Pakistan's President Pervez Musharraf has vowed to root out extremists throughout the country and pledged not to allow religious schools (madrassas) to be used to spread militancy.
In a nationwide television address Thursday, General Musharraf also said that security forces along the border with Afghanistan will soon be equipped with modern weaponry, including tanks, to fight extremism and terrorism.
The Pakistani leader defended the government's raid on the radical Red Mosque in the capital, Islamabad, Tuesday following a week-long siege. He said he chose a military option only after negotiations with clerics failed.
The government says at least 105 people died during the eight-day siege, including militants, students and 10 Pakistani soldiers.
In Washington, US lawmakers said General Musharraf must act to eliminate the Taleban, al-Qaida and other extremists in the country.

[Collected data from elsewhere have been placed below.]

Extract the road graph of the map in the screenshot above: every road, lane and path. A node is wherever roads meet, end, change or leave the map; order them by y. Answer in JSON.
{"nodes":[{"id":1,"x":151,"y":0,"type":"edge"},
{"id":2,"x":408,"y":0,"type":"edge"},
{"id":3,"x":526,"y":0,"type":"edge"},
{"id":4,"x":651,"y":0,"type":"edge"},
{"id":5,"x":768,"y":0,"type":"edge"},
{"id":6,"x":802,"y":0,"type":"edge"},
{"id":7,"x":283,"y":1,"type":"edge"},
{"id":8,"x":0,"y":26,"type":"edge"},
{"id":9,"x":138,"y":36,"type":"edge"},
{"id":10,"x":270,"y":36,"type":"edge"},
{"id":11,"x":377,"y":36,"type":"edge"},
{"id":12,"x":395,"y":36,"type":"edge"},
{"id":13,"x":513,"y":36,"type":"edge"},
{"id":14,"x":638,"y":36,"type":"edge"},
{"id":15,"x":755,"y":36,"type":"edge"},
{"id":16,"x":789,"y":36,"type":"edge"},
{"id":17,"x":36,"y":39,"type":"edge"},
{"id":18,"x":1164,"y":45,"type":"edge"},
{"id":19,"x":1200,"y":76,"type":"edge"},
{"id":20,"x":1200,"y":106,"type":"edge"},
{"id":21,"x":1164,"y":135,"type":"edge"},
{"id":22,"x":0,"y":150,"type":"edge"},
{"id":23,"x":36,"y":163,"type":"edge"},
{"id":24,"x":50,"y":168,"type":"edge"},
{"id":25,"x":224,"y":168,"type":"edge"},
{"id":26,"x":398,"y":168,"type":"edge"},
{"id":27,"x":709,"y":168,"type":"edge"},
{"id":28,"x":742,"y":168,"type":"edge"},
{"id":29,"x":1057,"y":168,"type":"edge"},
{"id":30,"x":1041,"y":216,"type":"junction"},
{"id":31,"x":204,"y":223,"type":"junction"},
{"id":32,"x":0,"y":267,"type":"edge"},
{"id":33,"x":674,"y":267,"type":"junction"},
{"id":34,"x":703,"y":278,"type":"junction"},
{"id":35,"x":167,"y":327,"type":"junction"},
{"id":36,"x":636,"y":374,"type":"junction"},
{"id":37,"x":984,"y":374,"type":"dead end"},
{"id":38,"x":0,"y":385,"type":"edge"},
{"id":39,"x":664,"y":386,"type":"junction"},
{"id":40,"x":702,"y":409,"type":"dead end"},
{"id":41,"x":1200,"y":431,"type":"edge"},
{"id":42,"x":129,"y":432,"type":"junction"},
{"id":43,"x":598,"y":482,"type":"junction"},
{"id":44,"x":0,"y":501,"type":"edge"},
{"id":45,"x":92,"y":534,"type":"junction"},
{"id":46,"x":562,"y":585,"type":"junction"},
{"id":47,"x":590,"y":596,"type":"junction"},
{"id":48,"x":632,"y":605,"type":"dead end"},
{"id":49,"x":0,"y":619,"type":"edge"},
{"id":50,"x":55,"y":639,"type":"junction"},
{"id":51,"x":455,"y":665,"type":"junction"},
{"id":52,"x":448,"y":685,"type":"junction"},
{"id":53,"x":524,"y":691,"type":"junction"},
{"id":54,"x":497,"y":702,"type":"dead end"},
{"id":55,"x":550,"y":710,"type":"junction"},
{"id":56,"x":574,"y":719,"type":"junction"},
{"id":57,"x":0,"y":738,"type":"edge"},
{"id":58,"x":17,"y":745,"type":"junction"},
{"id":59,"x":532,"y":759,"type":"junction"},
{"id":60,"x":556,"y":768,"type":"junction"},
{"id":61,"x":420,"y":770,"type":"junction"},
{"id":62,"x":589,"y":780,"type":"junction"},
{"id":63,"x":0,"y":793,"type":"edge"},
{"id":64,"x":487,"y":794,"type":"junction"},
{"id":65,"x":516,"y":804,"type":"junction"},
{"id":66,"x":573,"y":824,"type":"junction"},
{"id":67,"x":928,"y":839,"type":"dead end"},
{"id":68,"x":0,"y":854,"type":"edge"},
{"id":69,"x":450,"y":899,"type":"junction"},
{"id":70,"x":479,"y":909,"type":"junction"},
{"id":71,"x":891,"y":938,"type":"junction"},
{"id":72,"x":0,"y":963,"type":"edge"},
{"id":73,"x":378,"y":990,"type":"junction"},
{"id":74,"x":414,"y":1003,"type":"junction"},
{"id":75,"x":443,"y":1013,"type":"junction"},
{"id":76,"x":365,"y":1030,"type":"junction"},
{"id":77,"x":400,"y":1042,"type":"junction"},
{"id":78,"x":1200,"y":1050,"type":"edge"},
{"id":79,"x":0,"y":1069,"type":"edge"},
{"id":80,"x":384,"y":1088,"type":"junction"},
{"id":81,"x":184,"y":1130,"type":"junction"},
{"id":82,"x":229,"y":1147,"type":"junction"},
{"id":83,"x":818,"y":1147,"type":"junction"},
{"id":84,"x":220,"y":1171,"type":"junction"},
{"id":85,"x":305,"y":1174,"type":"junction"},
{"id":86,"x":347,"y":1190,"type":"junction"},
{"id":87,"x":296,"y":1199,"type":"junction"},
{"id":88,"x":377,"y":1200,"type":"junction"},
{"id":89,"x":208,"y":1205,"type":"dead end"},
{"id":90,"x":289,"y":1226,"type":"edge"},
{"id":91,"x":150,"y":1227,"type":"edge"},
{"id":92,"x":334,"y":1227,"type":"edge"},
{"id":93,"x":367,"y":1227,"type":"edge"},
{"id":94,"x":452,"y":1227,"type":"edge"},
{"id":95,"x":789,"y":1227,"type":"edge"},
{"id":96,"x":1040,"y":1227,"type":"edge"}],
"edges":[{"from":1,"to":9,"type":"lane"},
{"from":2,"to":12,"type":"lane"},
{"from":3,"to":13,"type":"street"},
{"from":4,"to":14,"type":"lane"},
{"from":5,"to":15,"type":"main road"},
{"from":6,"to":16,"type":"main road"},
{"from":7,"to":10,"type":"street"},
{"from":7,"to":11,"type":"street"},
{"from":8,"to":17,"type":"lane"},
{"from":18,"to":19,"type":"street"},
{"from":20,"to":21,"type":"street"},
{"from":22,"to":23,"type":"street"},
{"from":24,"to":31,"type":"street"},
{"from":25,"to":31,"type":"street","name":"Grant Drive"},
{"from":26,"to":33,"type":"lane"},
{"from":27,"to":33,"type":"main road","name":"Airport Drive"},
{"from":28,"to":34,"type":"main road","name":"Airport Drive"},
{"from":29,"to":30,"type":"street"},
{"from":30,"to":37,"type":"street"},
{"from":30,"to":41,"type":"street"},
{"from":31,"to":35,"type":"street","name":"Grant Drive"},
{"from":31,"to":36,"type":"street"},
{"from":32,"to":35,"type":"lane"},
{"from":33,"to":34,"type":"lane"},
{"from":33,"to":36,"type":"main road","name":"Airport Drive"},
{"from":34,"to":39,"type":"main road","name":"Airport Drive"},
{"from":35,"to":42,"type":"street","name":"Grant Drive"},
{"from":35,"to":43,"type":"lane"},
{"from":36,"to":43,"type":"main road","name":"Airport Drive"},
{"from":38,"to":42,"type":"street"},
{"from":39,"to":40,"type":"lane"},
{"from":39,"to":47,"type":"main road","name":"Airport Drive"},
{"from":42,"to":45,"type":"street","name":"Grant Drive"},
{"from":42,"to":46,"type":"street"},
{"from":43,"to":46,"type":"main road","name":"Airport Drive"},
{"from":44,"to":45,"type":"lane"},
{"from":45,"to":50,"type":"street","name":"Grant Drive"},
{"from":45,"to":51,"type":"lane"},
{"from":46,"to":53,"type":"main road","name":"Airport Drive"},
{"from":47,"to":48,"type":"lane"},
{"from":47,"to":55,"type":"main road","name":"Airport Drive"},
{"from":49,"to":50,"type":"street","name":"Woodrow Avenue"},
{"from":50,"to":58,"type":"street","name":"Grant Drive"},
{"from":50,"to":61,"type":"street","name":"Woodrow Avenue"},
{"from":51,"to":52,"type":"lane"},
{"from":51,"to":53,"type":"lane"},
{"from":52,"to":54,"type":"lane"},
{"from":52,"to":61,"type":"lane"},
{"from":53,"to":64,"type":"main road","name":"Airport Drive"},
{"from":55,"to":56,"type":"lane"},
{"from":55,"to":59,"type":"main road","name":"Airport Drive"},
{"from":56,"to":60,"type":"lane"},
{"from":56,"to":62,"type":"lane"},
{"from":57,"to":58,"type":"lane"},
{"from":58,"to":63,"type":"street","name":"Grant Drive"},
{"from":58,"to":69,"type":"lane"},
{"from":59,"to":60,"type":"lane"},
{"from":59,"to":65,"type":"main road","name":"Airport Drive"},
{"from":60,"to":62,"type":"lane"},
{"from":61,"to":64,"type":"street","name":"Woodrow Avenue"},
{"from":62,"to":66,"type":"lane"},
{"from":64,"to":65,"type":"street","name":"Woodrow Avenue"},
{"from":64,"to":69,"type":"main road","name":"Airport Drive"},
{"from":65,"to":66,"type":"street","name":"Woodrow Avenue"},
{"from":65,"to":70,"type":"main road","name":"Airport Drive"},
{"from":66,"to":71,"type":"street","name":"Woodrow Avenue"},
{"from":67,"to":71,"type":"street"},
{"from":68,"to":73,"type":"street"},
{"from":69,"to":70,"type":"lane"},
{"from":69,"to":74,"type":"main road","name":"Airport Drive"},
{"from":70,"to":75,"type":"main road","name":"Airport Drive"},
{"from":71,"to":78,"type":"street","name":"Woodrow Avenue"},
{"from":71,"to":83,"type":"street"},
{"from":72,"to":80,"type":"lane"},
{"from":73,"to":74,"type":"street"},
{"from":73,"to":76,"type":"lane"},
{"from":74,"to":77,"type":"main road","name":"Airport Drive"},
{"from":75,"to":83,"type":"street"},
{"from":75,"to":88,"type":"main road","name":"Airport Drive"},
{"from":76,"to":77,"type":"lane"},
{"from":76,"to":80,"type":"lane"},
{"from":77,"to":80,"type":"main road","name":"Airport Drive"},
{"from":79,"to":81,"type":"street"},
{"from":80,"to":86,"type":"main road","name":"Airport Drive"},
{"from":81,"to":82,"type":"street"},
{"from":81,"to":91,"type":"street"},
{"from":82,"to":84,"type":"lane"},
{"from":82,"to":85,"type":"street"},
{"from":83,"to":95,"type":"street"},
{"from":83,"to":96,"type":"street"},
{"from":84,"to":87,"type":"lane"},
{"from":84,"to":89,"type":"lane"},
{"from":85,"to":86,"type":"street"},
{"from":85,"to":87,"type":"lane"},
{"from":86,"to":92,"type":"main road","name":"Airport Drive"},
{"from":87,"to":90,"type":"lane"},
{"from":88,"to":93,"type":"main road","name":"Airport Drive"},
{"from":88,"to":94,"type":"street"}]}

Earlier Thursday, authorities buried dozens of Islamic militants who died during the siege, while a slain top cleric of the mosque, Abdul Rashid Ghazi, was buried by relatives in his ancestral village in Punjab.
Pakistan's army gave the media a tour of the battle-scarred mosque compound. Journalists were shown an arsenal of weapons and a blackened room where the army says a suicide bomber died with other people.
Clerics and students at the Red Mosque had challenged government authority for months with a violent campaign to impose strict Islamic law in Pakistan.